Die oppositionelle CHP hatte sich das Ziel gesetzt, Erdogan zu einer Stichwahl am 8. Juli zu zwingen. Parteisprecher Bülent Tezcan erklärte, nach den Zahlen seiner Partei liege Erdogans Stimmanteil weit unter der Marke von 50 Prozent, die für einen Sieg in der ersten Runde der Präsidentenwahl entscheidend ist. Allerdings rechnete auch der von der Opposition unterstützte Stimmen-Zähldienst Adil Secim eine absolute Mehrheit für Erdogan aus. Die CHP rief ihre Vertreter auf, sie sollten in den Wahllokalen bleiben, um Manipulationen bei den Auszählungen zu verhindern. Von der Wahlkommission in Ankara lagen zunächst keine Angaben vor. Die Wahlbeteiligung erreichte mit 87 Prozent ein Rekordergebnis.

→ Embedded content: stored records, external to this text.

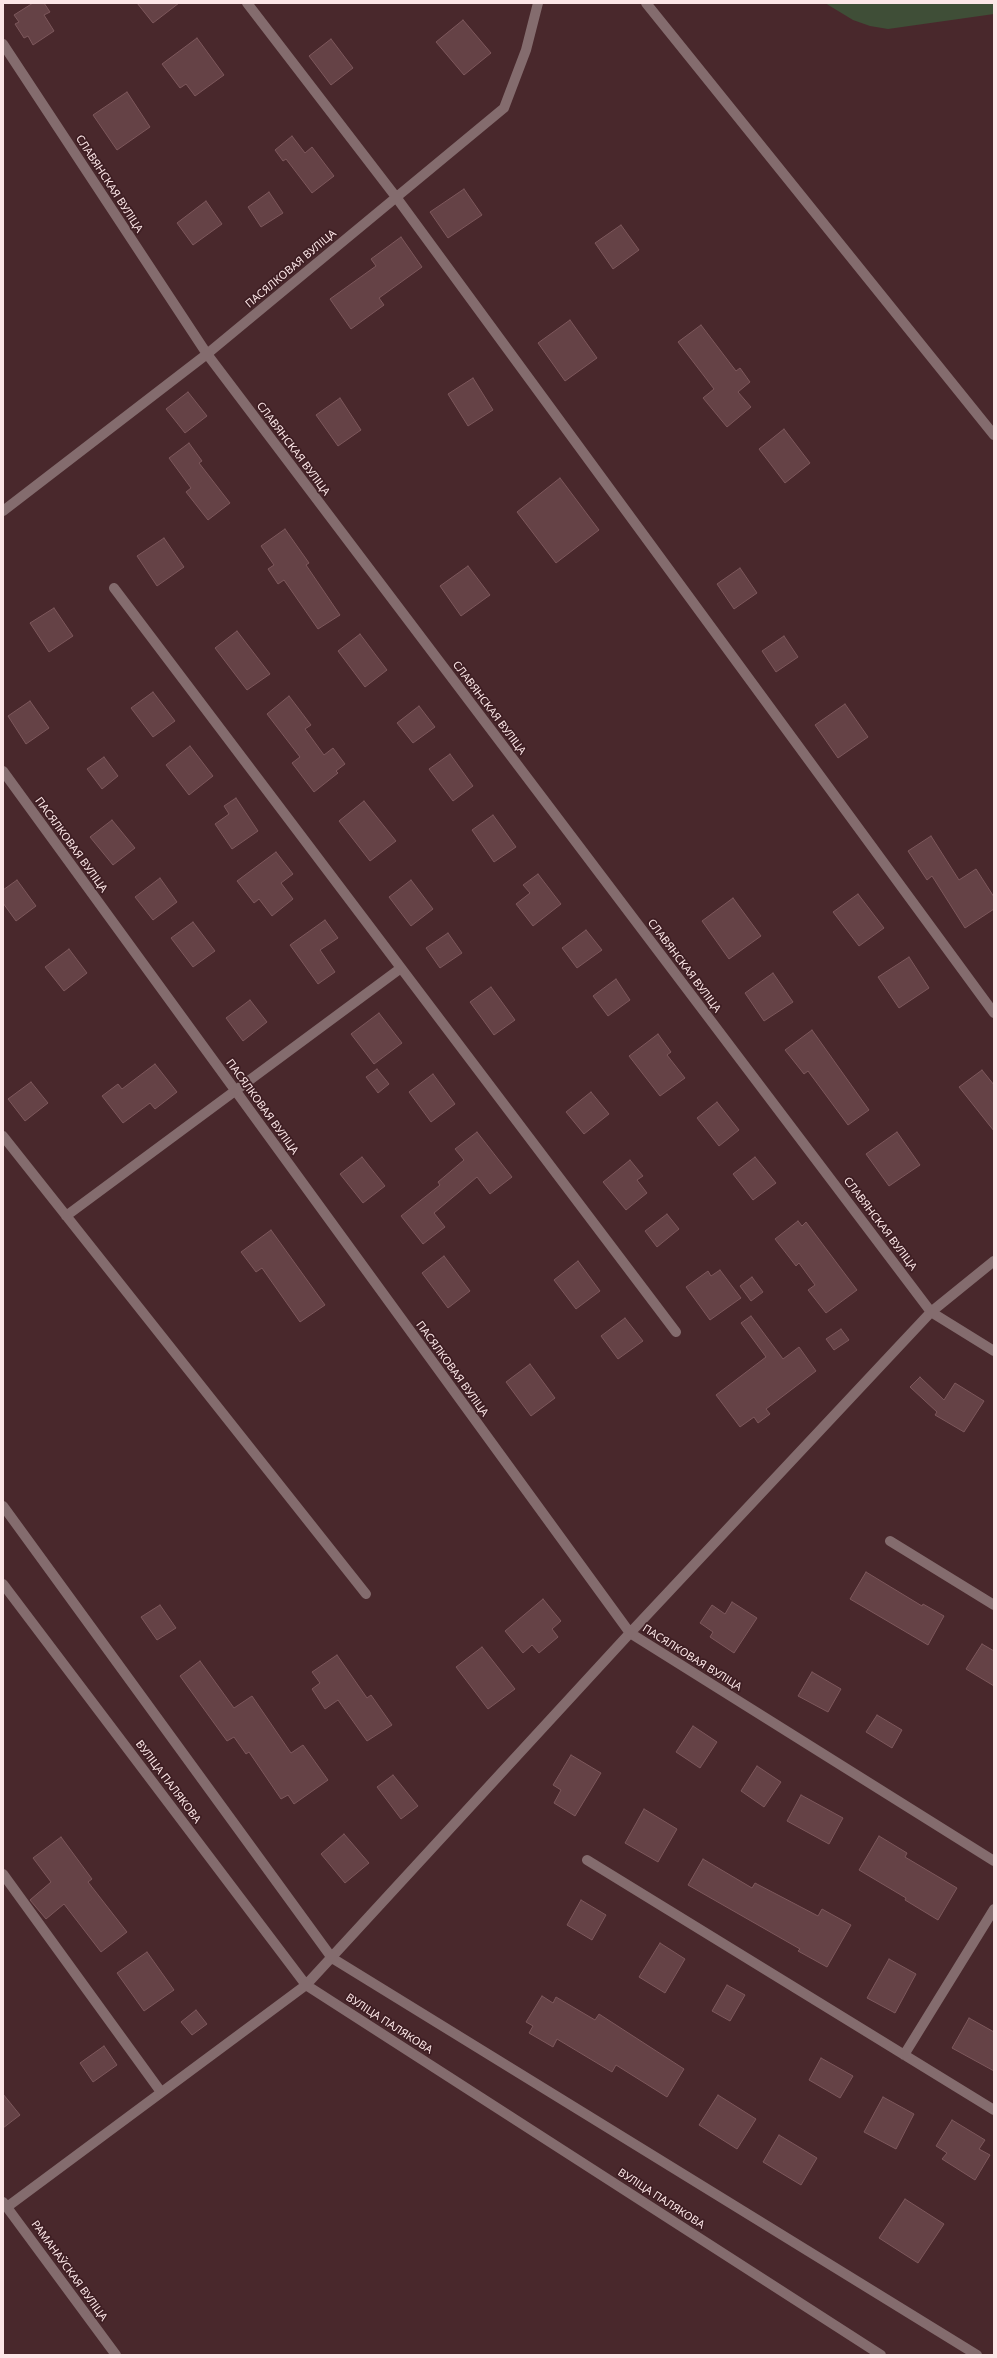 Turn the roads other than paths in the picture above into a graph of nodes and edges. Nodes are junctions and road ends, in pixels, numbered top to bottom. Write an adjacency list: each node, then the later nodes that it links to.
1 (247, 3): 5 (street)
2 (538, 3): 5 (street, ПАСЯЛКОВАЯ ВУЛІЦА)
3 (646, 3): 7 (street)
4 (3, 44): 6 (street, СЛАВЯНСКАЯ ВУЛІЦА)
5 (396, 197): 6 (street, ПАСЯЛКОВАЯ ВУЛІЦА); 12 (street)
6 (207, 354): 8 (street, ПАСЯЛКОВАЯ ВУЛІЦА); 17 (street, СЛАВЯНСКАЯ ВУЛІЦА)
7 (994, 434)
8 (3, 511)
9 (114, 588): 11 (street)
10 (3, 771): 13 (street, ПАСЯЛКОВАЯ ВУЛІЦА)
11 (401, 968): 13 (street); 18 (street)
12 (994, 1013)
13 (236, 1091): 15 (street); 25 (street, ПАСЯЛКОВАЯ ВУЛІЦА)
14 (3, 1136): 15 (street)
15 (66, 1216): 23 (street)
16 (994, 1261): 17 (street)
17 (931, 1312): 19 (street, СЛАВЯНСКАЯ ВУЛІЦА); 25 (street)
18 (676, 1332)
19 (994, 1351)
20 (3, 1506): 30 (street)
21 (890, 1541): 24 (street)
22 (3, 1584): 31 (street, ВУЛІЦА ПАЛЯКОВА)
23 (366, 1594)
24 (994, 1604)
25 (630, 1633): 27 (street, ПАСЯЛКОВАЯ ВУЛІЦА); 30 (street)
26 (587, 1860): 32 (street)
27 (994, 1861)
28 (3, 1874): 33 (street)
29 (994, 1909): 32 (street)
30 (332, 1958): 31 (street); 38 (street)
31 (306, 1985): 33 (street); 37 (street, ВУЛІЦА ПАЛЯКОВА)
32 (904, 2055): 34 (street)
33 (162, 2092): 35 (street)
34 (994, 2110)
35 (5, 2204): 36 (street, РАМАНАЎСКАЯ ВУЛІЦА)
36 (116, 2355)
37 (881, 2355)
38 (976, 2355) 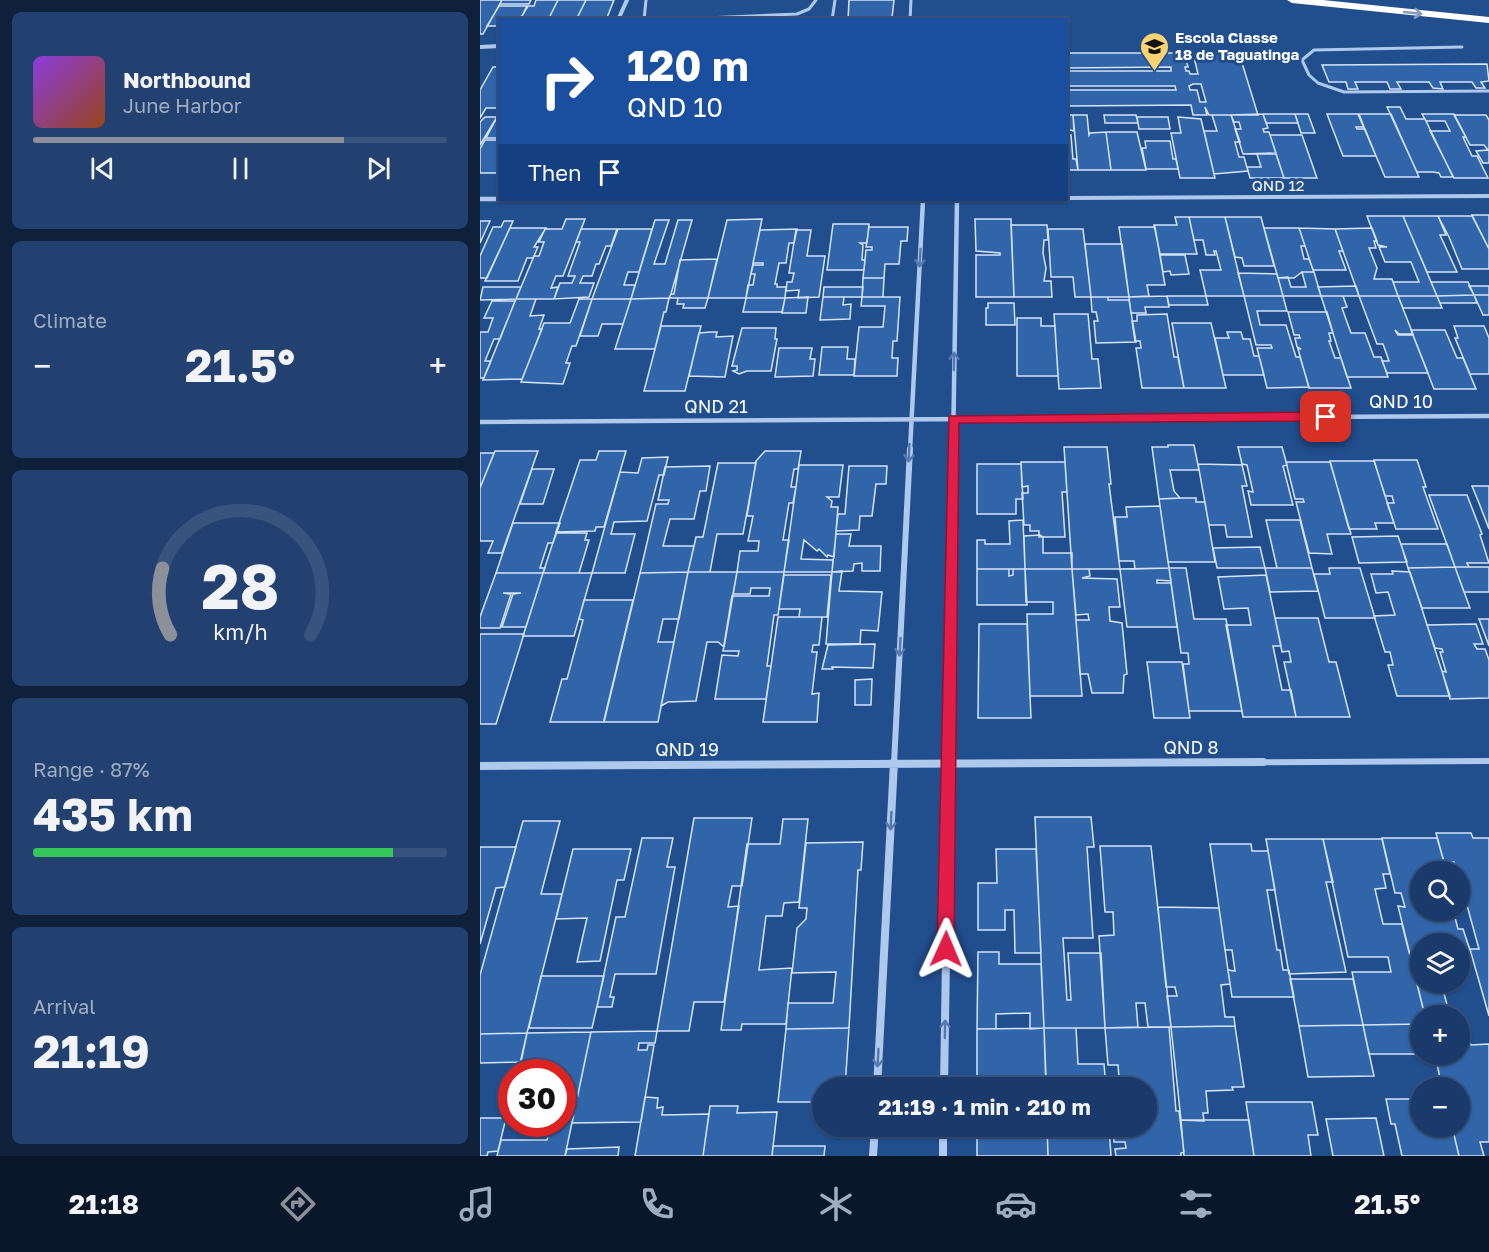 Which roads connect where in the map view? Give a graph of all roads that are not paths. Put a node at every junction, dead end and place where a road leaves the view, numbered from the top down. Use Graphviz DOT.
graph roads {
  1 [pos="627,0"];
  2 [pos="646,0"];
  3 [pos="816,0"];
  4 [pos="835,0"];
  5 [pos="911,0"];
  6 [pos="1292,0"];
  7 [pos="619,18"];
  8 [pos="644,18"];
  9 [pos="704,18"];
  10 [pos="832,18"];
  11 [pos="910,18"];
  12 [pos="1489,20"];
  13 [pos="480,46"];
  14 [pos="498,46"];
  15 [pos="1462,47"];
  16 [pos="1489,91"];
  17 [pos="1489,196"];
  18 [pos="1068,198"];
  19 [pos="480,199"];
  20 [pos="498,199"];
  21 [pos="923,201"];
  22 [pos="957,201"];
  23 [pos="1489,416"];
  24 [pos="953,419"];
  25 [pos="911,420"];
  26 [pos="480,422"];
  27 [pos="1489,760"];
  28 [pos="894,763"];
  29 [pos="949,763"];
  30 [pos="480,766"];
  31 [pos="878,1077"];
  32 [pos="944,1077"];
  33 [pos="874,1137"];
  34 [pos="943,1137"];
  35 [pos="873,1156"];
  36 [pos="943,1156"];
  1 -- 7 [label="street"];
  2 -- 8 [label="lane"];
  3 -- 9 [label="lane"];
  4 -- 10 [label="lane"];
  5 -- 11 [label="lane"];
  6 -- 12 [label="highway, one-way"];
  13 -- 14 [label="street"];
  15 -- 16 [label="lane"];
  17 -- 18 [label="street, QND 12"];
  19 -- 20 [label="street"];
  21 -- 25 [label="street, one-way"];
  24 -- 22 [label="street, one-way"];
  23 -- 24 [label="street, QND 10"];
  24 -- 25 [label="street, QND 21"];
  24 -- 29 [label="street"];
  25 -- 26 [label="street, QND 21"];
  25 -- 28 [label="street, one-way"];
  27 -- 29 [label="street, QND 8"];
  28 -- 29 [label="street, QND 8"];
  28 -- 30 [label="street, QND 19"];
  28 -- 31 [label="street, one-way"];
  32 -- 29 [label="street, one-way"];
  33 -- 35 [label="street"];
  34 -- 36 [label="street"];
} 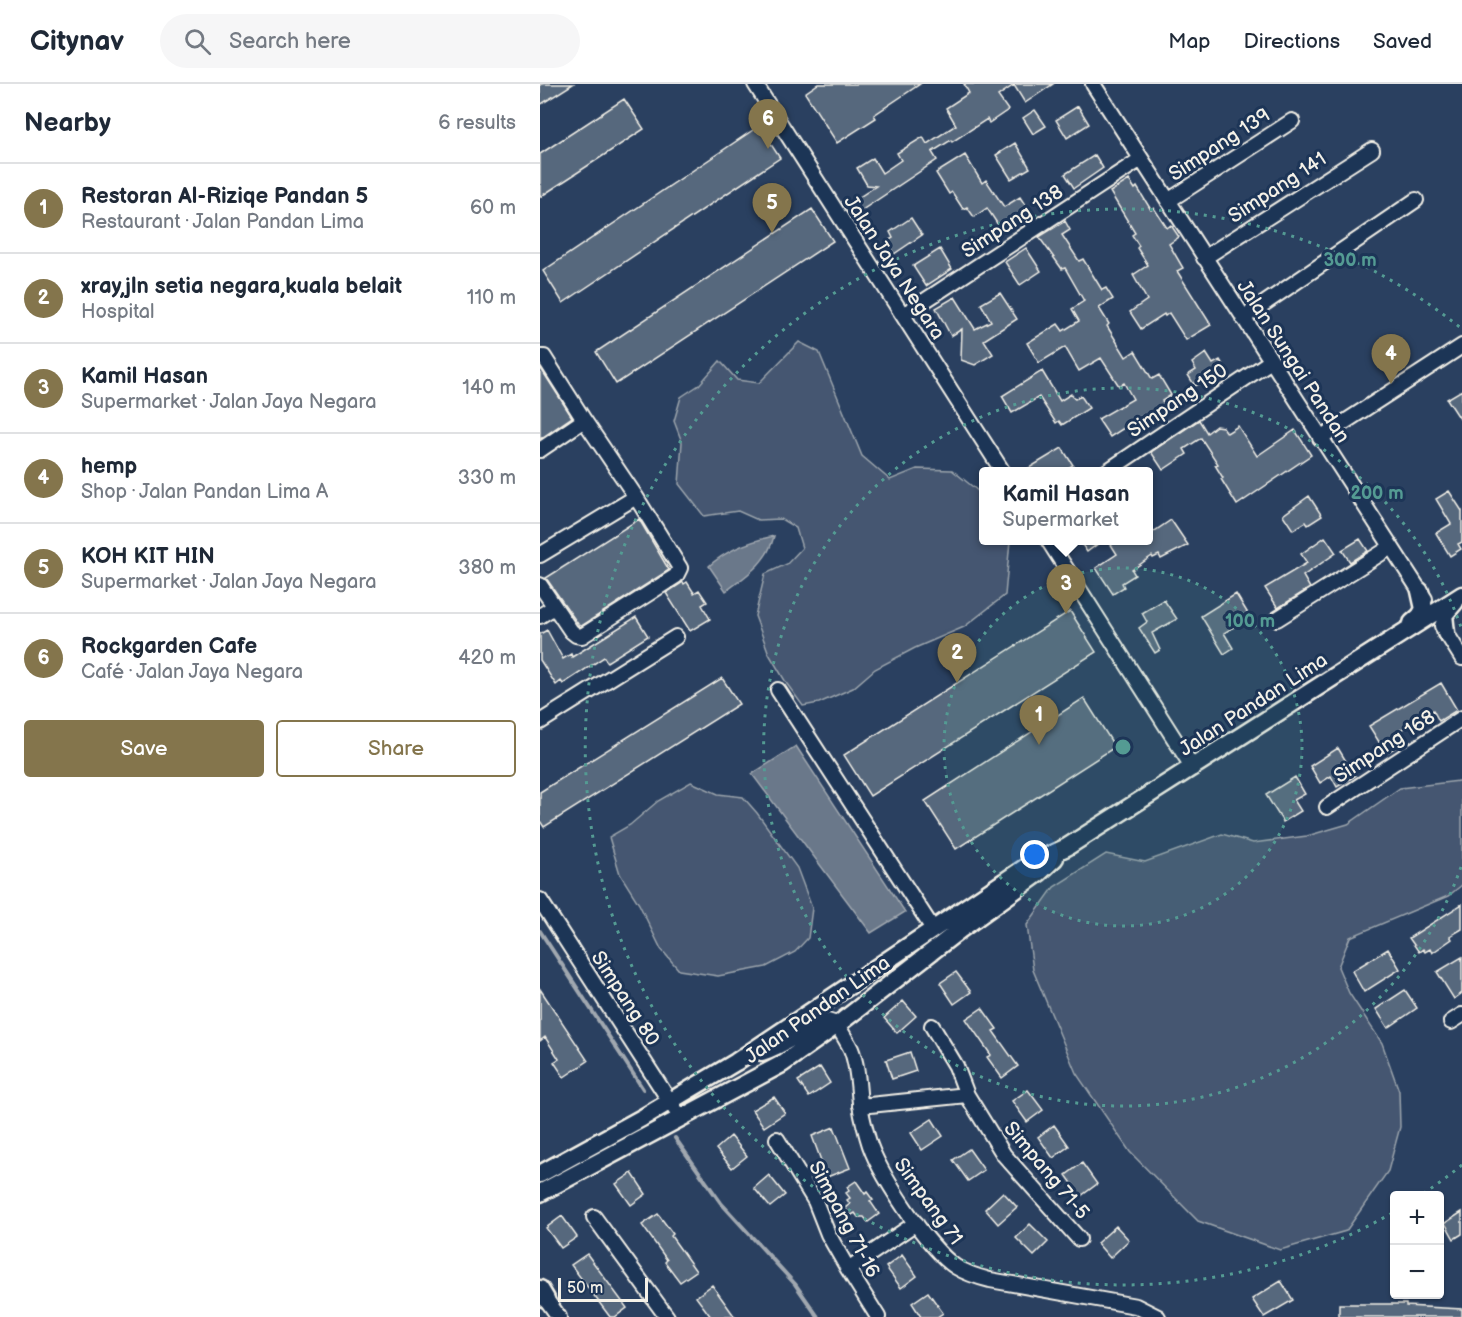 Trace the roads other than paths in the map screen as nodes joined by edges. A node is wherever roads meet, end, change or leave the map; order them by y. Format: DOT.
graph roads {
  1 [pos="755,84"];
  2 [pos="1096,85"];
  3 [pos="1292,121"];
  4 [pos="1372,150"];
  5 [pos="1141,159"];
  6 [pos="1168,201"];
  7 [pos="1416,201"];
  8 [pos="1204,258"];
  9 [pos="903,315"];
  10 [pos="1243,318"];
  11 [pos="1462,346"];
  12 [pos="540,357"];
  13 [pos="1271,361"];
  14 [pos="584,420"];
  15 [pos="1320,438"];
  16 [pos="540,450"];
  17 [pos="1000,467"];
  18 [pos="1112,467"];
  19 [pos="636,497"];
  20 [pos="1051,545"];
  21 [pos="1391,547"];
  22 [pos="540,555"];
  23 [pos="540,585"];
  24 [pos="1420,591"];
  25 [pos="1462,595"];
  26 [pos="554,607"];
  27 [pos="1434,613"];
  28 [pos="540,616"];
  29 [pos="1277,619"];
  30 [pos="1446,633"];
  31 [pos="676,637"];
  32 [pos="1388,642"];
  33 [pos="1462,658"];
  34 [pos="778,690"];
  35 [pos="1462,718"];
  36 [pos="540,722"];
  37 [pos="1193,768"];
  38 [pos="1327,807"];
  39 [pos="1067,847"];
  40 [pos="540,900"];
  41 [pos="933,929"];
  42 [pos="846,987"];
  43 [pos="837,1025"];
  44 [pos="932,1026"];
  45 [pos="736,1062"];
  46 [pos="967,1095"];
  47 [pos="670,1101"];
  48 [pos="860,1106"];
  49 [pos="680,1117"];
  50 [pos="777,1139"];
  51 [pos="540,1174"];
  52 [pos="547,1189"];
  53 [pos="540,1199"];
  54 [pos="594,1217"];
  55 [pos="916,1223"];
  56 [pos="1079,1239"];
  57 [pos="848,1269"];
  58 [pos="541,1293"];
  59 [pos="559,1317"];
  60 [pos="667,1317"];
  61 [pos="878,1317"];
  62 [pos="1158,1317"];
  1 -- 9 [label="street, Jalan Jaya Negara"];
  2 -- 5 [label="street, Jalan Sungai Pandan"];
  3 -- 6 [label="street, Simpang 139"];
  4 -- 8 [label="street, Simpang 141"];
  5 -- 6 [label="street, Jalan Sungai Pandan"];
  5 -- 9 [label="street, Simpang 138"];
  6 -- 8 [label="street, Jalan Sungai Pandan"];
  7 -- 10 [label="street"];
  8 -- 10 [label="street, Jalan Sungai Pandan"];
  9 -- 17 [label="street, Jalan Jaya Negara"];
  10 -- 13 [label="street, Jalan Sungai Pandan"];
  11 -- 15 [label="street"];
  12 -- 14 [label="street"];
  13 -- 15 [label="street, Jalan Sungai Pandan"];
  13 -- 18 [label="street, Simpang 150"];
  14 -- 16 [label="street"];
  14 -- 19 [label="street"];
  15 -- 21 [label="street, Jalan Sungai Pandan"];
  19 -- 22 [label="street"];
  19 -- 26 [label="street"];
  20 -- 37 [label="street"];
  21 -- 24 [label="street, Jalan Sungai Pandan"];
  21 -- 29 [label="street"];
  23 -- 26 [label="street"];
  24 -- 27 [label="street, Jalan Sungai Pandan"];
  24 -- 32 [label="main road"];
  25 -- 27 [label="main road, Jalan Pandan Lima"];
  25 -- 30 [label="main road"];
  26 -- 28 [label="street"];
  27 -- 30 [label="street, Jalan Sungai Pandan"];
  27 -- 32 [label="main road, Jalan Pandan Lima"];
  30 -- 33 [label="street, Jalan Sungai Pandan"];
  31 -- 36 [label="street"];
  32 -- 37 [label="main road, Jalan Pandan Lima"];
  34 -- 41 [label="street"];
  35 -- 38 [label="street, Simpang 168"];
  37 -- 39 [label="main road, Jalan Pandan Lima"];
  39 -- 41 [label="main road, Jalan Pandan Lima"];
  39 -- 43 [label="main road, Jalan Pandan Lima"];
  40 -- 47 [label="street, Simpang 80"];
  41 -- 42 [label="main road, Jalan Pandan Lima"];
  42 -- 43 [label="main road"];
  42 -- 45 [label="main road, Jalan Pandan Lima"];
  43 -- 45 [label="main road"];
  43 -- 48 [label="street, Simpang 71"];
  43 -- 49 [label="main road, Jalan Pandan Lima"];
  44 -- 46 [label="street, Simpang 71-5"];
  45 -- 47 [label="main road, Jalan Pandan Lima"];
  46 -- 48 [label="street"];
  46 -- 56 [label="street, Simpang 71-5"];
  47 -- 49 [label="street, Simpang 80"];
  47 -- 51 [label="main road, Jalan Pandan Lima"];
  48 -- 55 [label="street, Simpang 71"];
  49 -- 52 [label="main road, Jalan Pandan Lima"];
  50 -- 57 [label="street, Simpang 71-16"];
  52 -- 53 [label="main road, Jalan Pandan Lima"];
  54 -- 60 [label="street"];
  55 -- 57 [label="street"];
  55 -- 62 [label="street, Simpang 71"];
  57 -- 61 [label="street, Simpang 71-16"];
  58 -- 59 [label="street"];
}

Für das Verhältnis zwischen der Türkei und ihren westlichen Partnern in Europa und den USA ist nach der Wahl keine rasche Normalisierung zu erwarten. Erdogan hatte sich im vergangenen Jahr einen heftigen Streit mit Deutschland und anderen europäischen Staaten geliefert. Mit den USA liegt Ankara wegen der amerikanischen Unterstützung für kurdische Milizionäre in Syrien über Kreuz. Gleichzeitig hat Erdogan die Zusammenarbeit mit Russland und dessen Präsidenten Wladimir Putin deutlich intensiviert.

In Berlin feierten am Abend mehrere Hundert AKP-Anhänger den Sieg des türkischen Präsidenten in der City West mit einem Autokorso und Fahnenschwenken. Rund um den Breitscheidplatz mussten Busse umgeleitet werden, um nicht in den Stau der Feiernden zu geraten.